La différence d’intention et de plan est déjà parfaitement saisissable dans les extraits que Furetière a donnés en regard les uns des autres, de son propre dictionnaire et de celui de l’Académie. Il suffit de comparer l’étendue donnée dans l’un et dans l’autre à chaque lettre, la variété des acceptions, le nombre des étymologies, la différence de ton et de style, de remarquer le soin avec lequel Furetière recueille, recherche tous les termes propres aux sciences, aux arts, à l’industrie, etc., soin que Charpentier lui reproche, en le ridiculisant, pour être convaincu que le plan du Dictionnaire universel était bien distinct de celui de l’Académie, sinon dissemblable.

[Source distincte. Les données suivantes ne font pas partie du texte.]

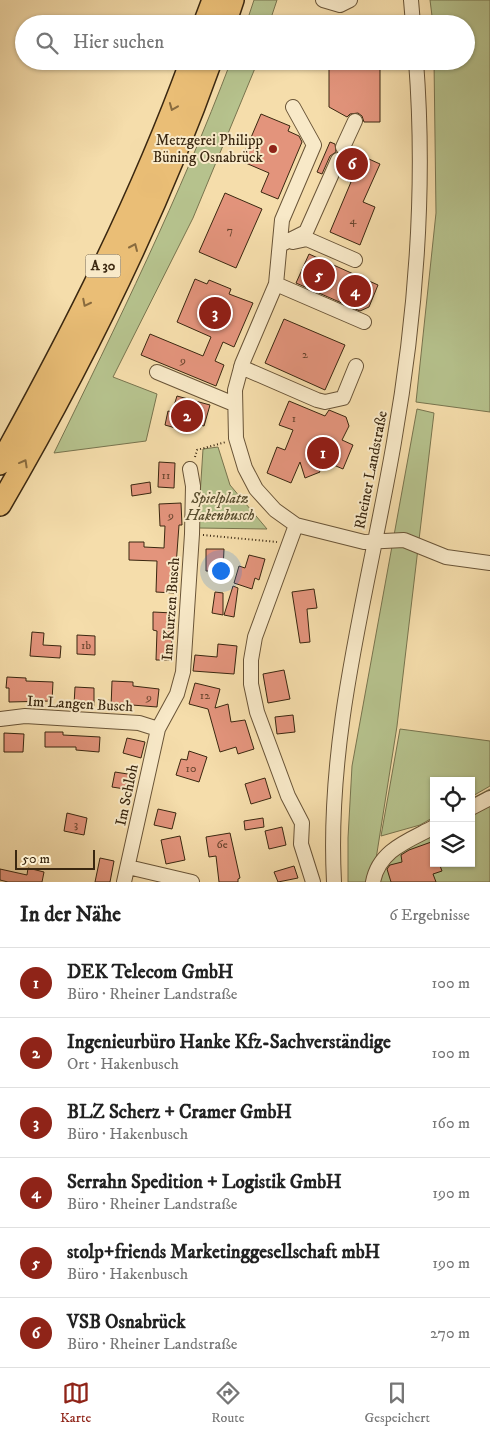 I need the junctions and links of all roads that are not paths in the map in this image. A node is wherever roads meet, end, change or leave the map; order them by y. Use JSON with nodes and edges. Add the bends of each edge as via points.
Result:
{"nodes":[{"id":1,"x":213,"y":0,"type":"edge"},
{"id":2,"x":233,"y":0,"type":"edge"},
{"id":3,"x":309,"y":0,"type":"edge"},
{"id":4,"x":322,"y":0,"type":"edge"},
{"id":5,"x":411,"y":0,"type":"edge"},
{"id":6,"x":345,"y":2,"type":"edge"},
{"id":7,"x":207,"y":15,"type":"edge"},
{"id":8,"x":228,"y":15,"type":"edge"},
{"id":9,"x":412,"y":15,"type":"edge"},
{"id":10,"x":187,"y":70,"type":"edge"},
{"id":11,"x":208,"y":70,"type":"edge"},
{"id":12,"x":416,"y":70,"type":"edge"},
{"id":13,"x":293,"y":107,"type":"dead end"},
{"id":14,"x":355,"y":121,"type":"dead end"},
{"id":15,"x":280,"y":245,"type":"junction"},
{"id":16,"x":355,"y":260,"type":"dead end"},
{"id":17,"x":276,"y":284,"type":"junction"},
{"id":18,"x":364,"y":322,"type":"dead end"},
{"id":19,"x":242,"y":366,"type":"junction"},
{"id":20,"x":356,"y":366,"type":"dead end"},
{"id":21,"x":157,"y":372,"type":"dead end"},
{"id":22,"x":234,"y":404,"type":"junction"},
{"id":23,"x":0,"y":464,"type":"edge"},
{"id":24,"x":190,"y":469,"type":"road end"},
{"id":25,"x":0,"y":505,"type":"edge"},
{"id":26,"x":296,"y":525,"type":"junction"},
{"id":27,"x":374,"y":543,"type":"junction"},
{"id":28,"x":490,"y":563,"type":"edge"},
{"id":29,"x":0,"y":719,"type":"edge"},
{"id":30,"x":158,"y":729,"type":"junction"},
{"id":31,"x":490,"y":798,"type":"edge"},
{"id":32,"x":475,"y":806,"type":"edge"},
{"id":33,"x":430,"y":829,"type":"edge"},
{"id":34,"x":128,"y":867,"type":"junction"},
{"id":35,"x":124,"y":882,"type":"edge"},
{"id":36,"x":192,"y":882,"type":"edge"},
{"id":37,"x":313,"y":882,"type":"edge"},
{"id":38,"x":334,"y":882,"type":"edge"},
{"id":39,"x":372,"y":882,"type":"edge"}],
"edges":[{"from":1,"to":7,"type":"highway"},
{"from":2,"to":8,"type":"highway"},
{"from":3,"to":4,"type":"street"},
{"from":4,"to":6,"type":"street"},
{"from":5,"to":9,"type":"street"},
{"from":10,"to":23,"type":"highway","number":"A 30","one_way":true,"via":[[90,295]]},
{"from":25,"to":11,"type":"highway","number":"A 30","one_way":true,"via":[[74,370],[131,254]]},
{"from":12,"to":27,"type":"street","name":"Rheiner Landstraße","via":[[421,162],[416,285],[405,376]]},
{"from":13,"to":15,"type":"street","via":[[314,145],[282,220]]},
{"from":14,"to":15,"type":"street","via":[[306,232]]},
{"from":15,"to":16,"type":"street","via":[[307,239]]},
{"from":15,"to":17,"type":"street"},
{"from":17,"to":18,"type":"street"},
{"from":17,"to":19,"type":"street"},
{"from":19,"to":20,"type":"street","via":[[325,402],[343,398]]},
{"from":19,"to":22,"type":"street"},
{"from":21,"to":22,"type":"street"},
{"from":22,"to":26,"type":"street","via":[[236,438],[245,468],[256,489],[275,510]]},
{"from":24,"to":30,"type":"street","name":"Im Kurzen Busch","via":[[192,534],[183,672],[177,694]]},
{"from":26,"to":27,"type":"street","via":[[347,540]]},
{"from":26,"to":37,"type":"street","via":[[256,637],[250,660],[251,684],[288,796],[302,823],[301,844]]},
{"from":27,"to":28,"type":"street","via":[[404,540],[446,557]]},
{"from":27,"to":38,"type":"street","name":"Rheiner Landstraße","via":[[352,652],[340,736],[334,796]]},
{"from":29,"to":30,"type":"street","name":"Im Langen Busch","via":[[25,716],[129,722]]},
{"from":30,"to":34,"type":"street","name":"Im Schloh"},
{"from":31,"to":32,"type":"street"},
{"from":33,"to":39,"type":"street","via":[[382,857]]},
{"from":34,"to":35,"type":"street","name":"Im Schloh"},
{"from":34,"to":36,"type":"street"}]}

S’il fallait absolument produire en faveur de Furetière et de son livre un témoignage contemporain, n’aurions-nous pas celui de Bossuet, cité par Furetière, il est vrai, mais dans des circonstances non suspectes, après que scandalisé comme évèque et outré comme académicien de la vigueur de ses réponses, l’illustre prélat se fût prononcé contre lui. « J’ay été fort surpris, écrit Furetière au chancelier, quand j’ay sçeu par M. Lemaistre de Ferrières que… Monsieur de Meaux vous avoit fait entendre que j’étois rebelle à vos ordres et qu’il falloit employer votre autorité contre moy… J’avois esté fort satisfait d’une conférence que j’avois eüe avec lui à Versailles où j’estois allé exprès pour lui faire examiner mon livre. Elle fut si longue qu’il ne me resta plus de temps pour vous en aller rendre compte et vous saluer : j’en reçus des éloges et des admirations au-delà de mon mérite, je le priay de me marquer les endroits qu’il jugeroit à propos de retrancher, il me répondit qu’il n’avoit pour cela un pouvoir spécial de l’Académie ; cependant il m’assura que si la chose dépendoit de luy seul, et que s’il estoit chancelier, il m’accorderoit cent privilèges pour un. »

D’ailleurs, et pour en finir, toutes ces accusations de larcin, de plagiat, étaient bonnes tout au plus pour les contemporains, alors qu’on pouvait encore espérer de persuader au public que le Dictionnaire universel était une compilation inepte, et son auteur un ignorant. Mais aujourd’hui, après que le livre a eu trois éditions, que des grammairiens tels que Basnage et Huet[1] n’ont pas dédaigné de travailler à son perfectionnement ; après que les Pères de Trévoux en ont fait

  1. Non pas l’évêque d’Avranches : celui-là était un ministre de la religion réformée, réfugié en Hollande.